Oregon Center for Advanced Technology Education
- Type: Public
- Active: 1985–2006
- Location: Hillsboro, Oregon, United States 45°31′38″N 122°52′11″W﻿ / ﻿45.5273°N 122.86984°W
- Campus: Urban;
- Fate: Merged into Portland State University

= Oregon Center for Advanced Technology Education =

Oregon Center for Advanced Technology Education (OCATE) was a school in Hillsboro, Oregon, created by the state of Oregon to improve technology education. Established in 1985, the program was a collaboration of most of Oregon’s public universities. OCATE later was absorbed by Portland State University and discontinued in 2006.

==History==
OCATE was created by the Oregon Board of Higher Education in 1985 in an effort to encourage state engineering schools to collaborate in an effort to increase high-tech education in the state. It was established with $1 million in funding provided by the Oregon Lottery and first held classes at Tektronix. Politician and businessman Tom Bruggere was one of the people credited with founding the center, and served as chairman of the group in the early 2000s. Along with the Oregon Joint Graduate Schools of Engineering, OCATE was designed to coordinate Oregon public universities’ technology education. In 1988, the state recruited the private Oregon Graduate Center to teach some of the OCATE courses. Intel scientist Justin Rattner was given OCATE’s Globe Award in 1989. OCATE merged with the Lintner Center in 1991.

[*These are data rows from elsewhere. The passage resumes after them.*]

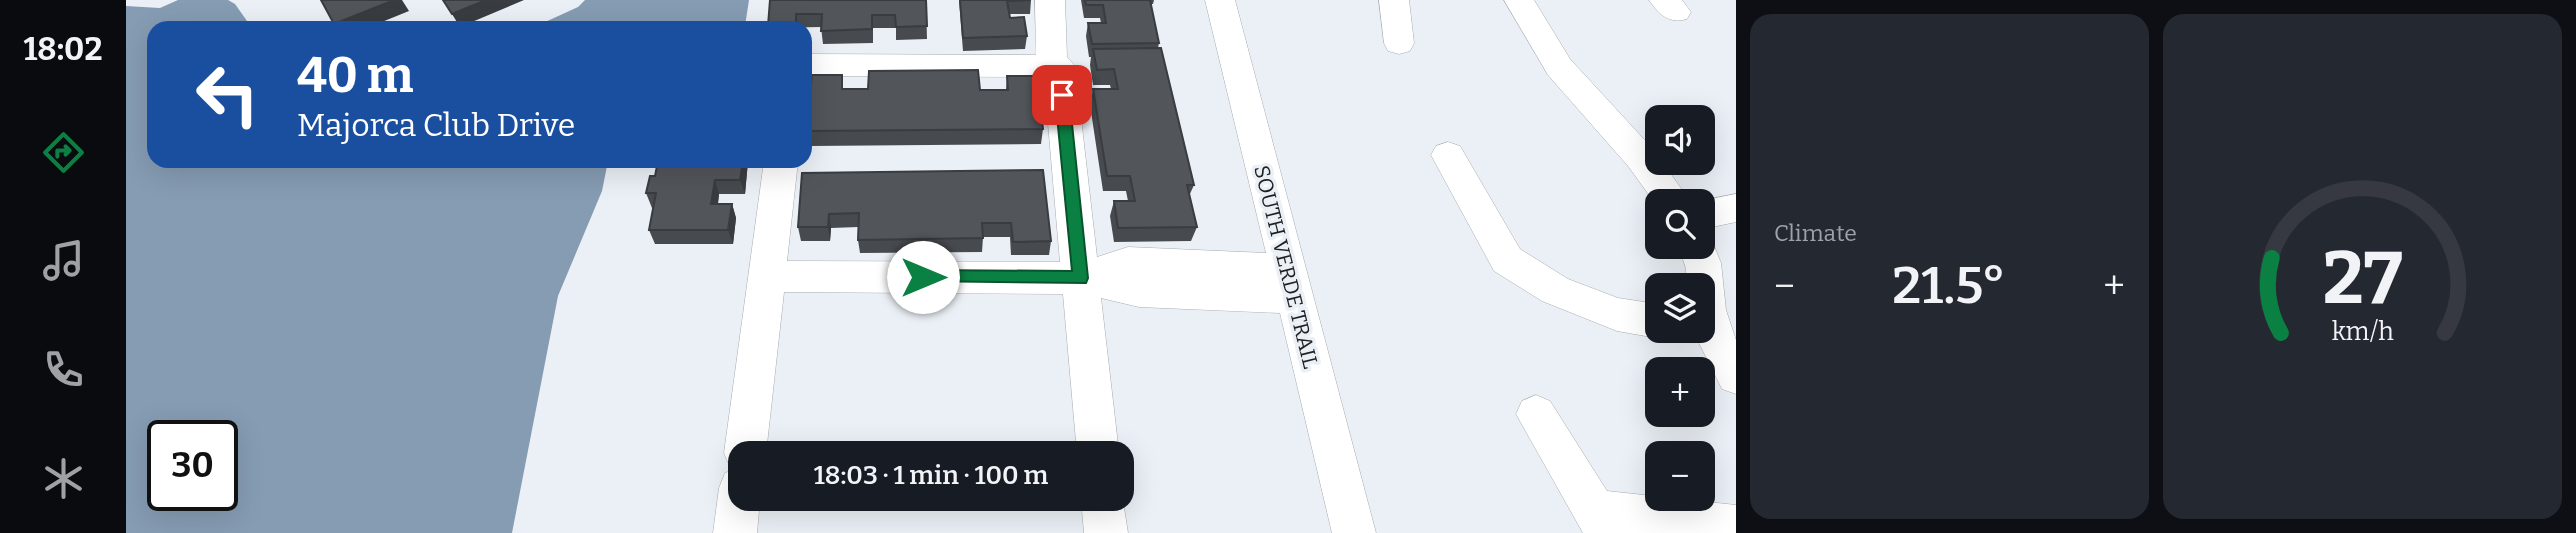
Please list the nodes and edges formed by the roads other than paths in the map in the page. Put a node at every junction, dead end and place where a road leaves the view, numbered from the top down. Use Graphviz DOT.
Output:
graph roads {
  1 [pos="1050,0"];
  2 [pos="1220,0"];
  3 [pos="1394,0"];
  4 [pos="1518,0"];
  5 [pos="1399,43"];
  6 [pos="812,65"];
  7 [pos="1052,66"];
  8 [pos="1448,155"];
  9 [pos="780,168"];
  10 [pos="1664,189"];
  11 [pos="1736,208"];
  12 [pos="1715,212"];
  13 [pos="766,276"];
  14 [pos="1080,278"];
  15 [pos="1289,284"];
  16 [pos="1645,319"];
  17 [pos="1715,342"];
  18 [pos="1736,376"];
  19 [pos="1536,414"];
  20 [pos="746,441"];
  21 [pos="1097,441"];
  22 [pos="737,511"];
  23 [pos="1103,511"];
  24 [pos="1601,522"];
  25 [pos="1736,527"];
  26 [pos="735,533"];
  27 [pos="1106,533"];
  28 [pos="1354,533"];
  1 -- 7 [label="street"];
  2 -- 15 [label="street, SOUTH VERDE TRAIL"];
  3 -- 5 [label="street"];
  4 -- 10 [label="street"];
  6 -- 7 [label="street"];
  7 -- 14 [label="street"];
  8 -- 16 [label="street"];
  9 -- 13 [label="street"];
  11 -- 12 [label="street"];
  13 -- 14 [label="street"];
  13 -- 20 [label="street"];
  14 -- 15 [label="street"];
  14 -- 21 [label="street"];
  15 -- 28 [label="street, SOUTH VERDE TRAIL"];
  17 -- 18 [label="street"];
  19 -- 24 [label="street"];
  22 -- 26 [label="street"];
  23 -- 27 [label="street"];
  24 -- 25 [label="street"];
}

The center was forced to cut 22 positions in 1992 due to statewide budget cuts. OCATE was part of a pilot project started in 1994 with a National Aeronautics and Space Administration grant to create a high-speed network linking it to Oregon Health Sciences University (OHSU), the Oregon Graduate Institute of Science and Technology) since merged with OHSU, the University of Oregon, Portland State University, and Oregon State University. The $4.5 million Nero Project would provide speeds of 155 MPS. The school moved to the Capital Center in 1995, which was a former Tektronix's facility. It began a lecture series in 1996, and converted to mostly a distance education program in 2003. The program was discontinued in 2006 and absorbed by Portland State University's School of Extended Studies. The School of Extended Studies at PSU was eliminated in 2012 and the programs under the School moved into Colleges and Schools at PSU. At that time OCATE was moved to the College of Engineering and Computer Science.

Currently the Maseeh College of Engineering and Computer Science (MCECS) offers Graduate level courses in Electrical and Computer Engineering (ECE) and Engineering and Technology Management (ETM) at PCC-Willow Creek. The courses are taught in the evening and are mainly for working professionals on the Westside. Courses are offered in technical areas that are relevant to engineers working at neighboring technology companies. Most of the courses are project-based and provide an opportunity to meet other engineers with similar interests working in related areas. Sufficient courses are offered to meet the degree requirements for our masters program without having to take time off from work during the day or having to travel to downtown Portland. Courses are offered to support both students who are and are not seeking a graduate degree.

==Details==
OCATE’s mission statement was to “act as a facilitator, coordinator, and promoter of cooperative, world-class, graduate-level, advanced technology education. OCATE will bring together the best faculty from Oregon's public and private higher education institutions, leading industrial researchers, and out-of-state experts to provide state-of-the-art technological and business education to the advanced technology industries in Oregon.” The center was located at the Capitol Center in Hillsboro, though it had a Beaverton address.